#### [Exercise]
Below are some entries. Copy each line in them that holds "Albert".

(Stored data entries)

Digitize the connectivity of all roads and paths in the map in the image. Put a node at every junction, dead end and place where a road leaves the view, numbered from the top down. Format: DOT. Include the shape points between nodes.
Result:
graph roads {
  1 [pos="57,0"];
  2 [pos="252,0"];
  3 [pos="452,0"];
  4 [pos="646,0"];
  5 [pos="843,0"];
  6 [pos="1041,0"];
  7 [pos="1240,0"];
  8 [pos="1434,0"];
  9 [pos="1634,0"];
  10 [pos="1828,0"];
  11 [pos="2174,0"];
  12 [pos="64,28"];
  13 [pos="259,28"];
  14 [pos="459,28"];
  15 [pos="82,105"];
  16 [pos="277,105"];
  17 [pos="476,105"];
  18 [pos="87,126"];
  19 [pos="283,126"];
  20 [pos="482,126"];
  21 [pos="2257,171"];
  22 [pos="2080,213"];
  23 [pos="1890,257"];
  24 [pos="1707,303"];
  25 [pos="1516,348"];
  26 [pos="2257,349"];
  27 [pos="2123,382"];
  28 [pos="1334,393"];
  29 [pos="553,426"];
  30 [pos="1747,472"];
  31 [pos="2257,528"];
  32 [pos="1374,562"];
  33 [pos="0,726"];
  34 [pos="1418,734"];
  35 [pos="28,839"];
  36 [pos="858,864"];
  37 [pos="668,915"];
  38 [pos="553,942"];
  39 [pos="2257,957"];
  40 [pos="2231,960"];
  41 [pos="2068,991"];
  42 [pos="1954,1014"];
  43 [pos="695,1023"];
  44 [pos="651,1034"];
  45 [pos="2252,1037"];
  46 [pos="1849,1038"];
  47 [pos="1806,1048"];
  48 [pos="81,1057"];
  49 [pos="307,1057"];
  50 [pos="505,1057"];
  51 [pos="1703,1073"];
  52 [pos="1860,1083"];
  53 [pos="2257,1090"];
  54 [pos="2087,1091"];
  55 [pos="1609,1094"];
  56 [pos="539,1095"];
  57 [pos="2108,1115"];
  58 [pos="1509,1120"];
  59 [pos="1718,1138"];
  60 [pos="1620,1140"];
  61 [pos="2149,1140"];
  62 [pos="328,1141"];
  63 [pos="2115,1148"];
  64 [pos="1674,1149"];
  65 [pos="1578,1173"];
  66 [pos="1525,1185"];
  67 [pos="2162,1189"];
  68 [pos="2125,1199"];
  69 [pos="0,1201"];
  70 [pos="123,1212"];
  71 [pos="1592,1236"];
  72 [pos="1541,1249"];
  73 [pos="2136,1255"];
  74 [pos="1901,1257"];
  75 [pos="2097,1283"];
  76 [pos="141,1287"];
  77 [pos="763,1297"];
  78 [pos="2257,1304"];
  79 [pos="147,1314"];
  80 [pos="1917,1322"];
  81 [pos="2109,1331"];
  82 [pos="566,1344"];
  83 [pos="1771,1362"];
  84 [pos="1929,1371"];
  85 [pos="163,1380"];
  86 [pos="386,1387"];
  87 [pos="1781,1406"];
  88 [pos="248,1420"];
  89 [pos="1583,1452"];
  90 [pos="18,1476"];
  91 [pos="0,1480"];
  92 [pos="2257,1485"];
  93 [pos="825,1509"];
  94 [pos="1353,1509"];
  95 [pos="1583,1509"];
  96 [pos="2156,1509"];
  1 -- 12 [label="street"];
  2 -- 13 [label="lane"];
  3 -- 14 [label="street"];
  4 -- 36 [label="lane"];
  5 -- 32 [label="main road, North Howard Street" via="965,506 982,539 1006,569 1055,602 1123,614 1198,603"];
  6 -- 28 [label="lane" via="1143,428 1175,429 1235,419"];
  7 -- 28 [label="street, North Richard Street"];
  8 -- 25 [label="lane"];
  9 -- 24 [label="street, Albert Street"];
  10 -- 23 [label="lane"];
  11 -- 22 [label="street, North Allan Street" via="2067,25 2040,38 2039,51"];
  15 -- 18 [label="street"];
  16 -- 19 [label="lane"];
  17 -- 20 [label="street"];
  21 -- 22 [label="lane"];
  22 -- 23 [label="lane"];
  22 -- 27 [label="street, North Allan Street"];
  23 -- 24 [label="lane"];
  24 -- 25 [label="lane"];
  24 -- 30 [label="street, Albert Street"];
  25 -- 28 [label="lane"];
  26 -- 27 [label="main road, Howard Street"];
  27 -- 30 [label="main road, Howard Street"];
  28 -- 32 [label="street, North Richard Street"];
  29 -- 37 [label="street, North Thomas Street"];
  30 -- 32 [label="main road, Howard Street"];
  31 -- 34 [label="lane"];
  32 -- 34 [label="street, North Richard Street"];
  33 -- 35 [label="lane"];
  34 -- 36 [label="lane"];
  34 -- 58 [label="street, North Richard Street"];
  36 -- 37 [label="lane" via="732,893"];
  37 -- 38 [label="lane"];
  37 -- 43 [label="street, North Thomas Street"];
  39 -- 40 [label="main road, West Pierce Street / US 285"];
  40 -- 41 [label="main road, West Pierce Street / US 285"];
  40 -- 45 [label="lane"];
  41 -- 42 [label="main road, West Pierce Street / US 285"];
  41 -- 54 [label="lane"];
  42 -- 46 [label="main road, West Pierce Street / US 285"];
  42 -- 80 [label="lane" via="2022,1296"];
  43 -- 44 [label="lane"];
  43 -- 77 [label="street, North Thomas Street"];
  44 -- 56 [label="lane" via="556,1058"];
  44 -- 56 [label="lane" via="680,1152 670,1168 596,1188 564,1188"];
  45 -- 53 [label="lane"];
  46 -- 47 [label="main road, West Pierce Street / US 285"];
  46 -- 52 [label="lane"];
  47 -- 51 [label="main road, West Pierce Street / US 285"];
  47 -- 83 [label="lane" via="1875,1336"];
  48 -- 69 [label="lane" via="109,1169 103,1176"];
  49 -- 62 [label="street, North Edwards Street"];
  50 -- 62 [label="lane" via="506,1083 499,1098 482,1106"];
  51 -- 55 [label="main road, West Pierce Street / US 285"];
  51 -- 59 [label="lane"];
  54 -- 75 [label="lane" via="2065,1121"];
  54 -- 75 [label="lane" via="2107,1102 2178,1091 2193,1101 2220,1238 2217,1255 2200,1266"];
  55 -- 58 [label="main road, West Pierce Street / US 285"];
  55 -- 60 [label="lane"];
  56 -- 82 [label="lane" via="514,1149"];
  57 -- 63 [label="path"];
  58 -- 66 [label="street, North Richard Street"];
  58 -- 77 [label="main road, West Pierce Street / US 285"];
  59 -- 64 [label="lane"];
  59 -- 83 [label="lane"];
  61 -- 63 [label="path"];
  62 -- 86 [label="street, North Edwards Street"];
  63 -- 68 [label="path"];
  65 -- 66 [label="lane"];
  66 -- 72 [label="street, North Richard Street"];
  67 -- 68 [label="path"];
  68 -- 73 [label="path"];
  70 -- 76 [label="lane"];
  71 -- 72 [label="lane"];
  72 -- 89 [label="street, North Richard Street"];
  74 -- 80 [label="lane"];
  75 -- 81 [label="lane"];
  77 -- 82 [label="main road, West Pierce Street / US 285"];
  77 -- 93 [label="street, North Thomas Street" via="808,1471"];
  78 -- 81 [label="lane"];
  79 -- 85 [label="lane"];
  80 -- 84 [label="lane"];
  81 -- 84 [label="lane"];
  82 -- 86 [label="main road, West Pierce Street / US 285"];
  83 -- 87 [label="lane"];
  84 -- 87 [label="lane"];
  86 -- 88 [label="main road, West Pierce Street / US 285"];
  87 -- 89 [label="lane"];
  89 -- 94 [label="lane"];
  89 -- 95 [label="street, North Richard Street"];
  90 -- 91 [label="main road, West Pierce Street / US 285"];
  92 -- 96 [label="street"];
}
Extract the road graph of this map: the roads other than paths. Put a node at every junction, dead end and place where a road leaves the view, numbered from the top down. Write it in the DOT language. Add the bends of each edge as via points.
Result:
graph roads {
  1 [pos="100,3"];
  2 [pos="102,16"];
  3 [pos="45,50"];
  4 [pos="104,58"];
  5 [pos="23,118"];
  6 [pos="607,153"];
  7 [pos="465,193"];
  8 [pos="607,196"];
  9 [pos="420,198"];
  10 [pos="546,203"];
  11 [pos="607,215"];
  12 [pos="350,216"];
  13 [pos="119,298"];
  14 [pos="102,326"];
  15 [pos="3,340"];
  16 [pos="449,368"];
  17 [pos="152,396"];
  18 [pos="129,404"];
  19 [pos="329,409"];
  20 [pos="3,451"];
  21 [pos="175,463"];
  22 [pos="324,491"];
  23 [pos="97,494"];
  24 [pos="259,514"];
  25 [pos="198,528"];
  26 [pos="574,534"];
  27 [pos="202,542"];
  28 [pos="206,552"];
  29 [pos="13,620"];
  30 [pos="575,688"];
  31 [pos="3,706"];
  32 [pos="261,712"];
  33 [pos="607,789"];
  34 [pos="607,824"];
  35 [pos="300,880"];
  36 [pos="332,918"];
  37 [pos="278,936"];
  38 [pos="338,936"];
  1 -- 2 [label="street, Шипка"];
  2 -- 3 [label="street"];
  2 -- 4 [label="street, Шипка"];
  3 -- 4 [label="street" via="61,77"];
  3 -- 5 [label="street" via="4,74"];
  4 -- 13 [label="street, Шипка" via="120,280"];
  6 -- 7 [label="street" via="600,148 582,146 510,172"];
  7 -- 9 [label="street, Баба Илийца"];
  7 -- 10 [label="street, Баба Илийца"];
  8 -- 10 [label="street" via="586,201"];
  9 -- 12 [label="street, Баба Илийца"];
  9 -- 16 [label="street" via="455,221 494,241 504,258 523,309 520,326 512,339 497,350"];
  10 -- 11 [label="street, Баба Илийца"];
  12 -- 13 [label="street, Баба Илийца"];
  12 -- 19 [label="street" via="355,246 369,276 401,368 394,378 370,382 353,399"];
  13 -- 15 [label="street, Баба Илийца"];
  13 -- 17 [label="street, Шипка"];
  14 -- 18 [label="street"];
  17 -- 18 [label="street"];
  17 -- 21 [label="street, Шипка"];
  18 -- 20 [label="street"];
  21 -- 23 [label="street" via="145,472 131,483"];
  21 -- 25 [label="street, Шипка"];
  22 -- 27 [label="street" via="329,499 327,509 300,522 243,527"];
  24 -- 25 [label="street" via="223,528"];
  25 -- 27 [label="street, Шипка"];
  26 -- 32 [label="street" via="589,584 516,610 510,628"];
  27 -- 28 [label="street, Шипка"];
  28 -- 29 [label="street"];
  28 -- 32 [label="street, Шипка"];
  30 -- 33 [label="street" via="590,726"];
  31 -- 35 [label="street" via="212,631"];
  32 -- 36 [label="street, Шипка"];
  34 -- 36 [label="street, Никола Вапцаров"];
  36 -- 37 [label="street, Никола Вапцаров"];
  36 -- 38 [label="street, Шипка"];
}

#### [Completed exercise]
  9 -- 24 [label="street, Albert Street"];
  24 -- 30 [label="street, Albert Street"];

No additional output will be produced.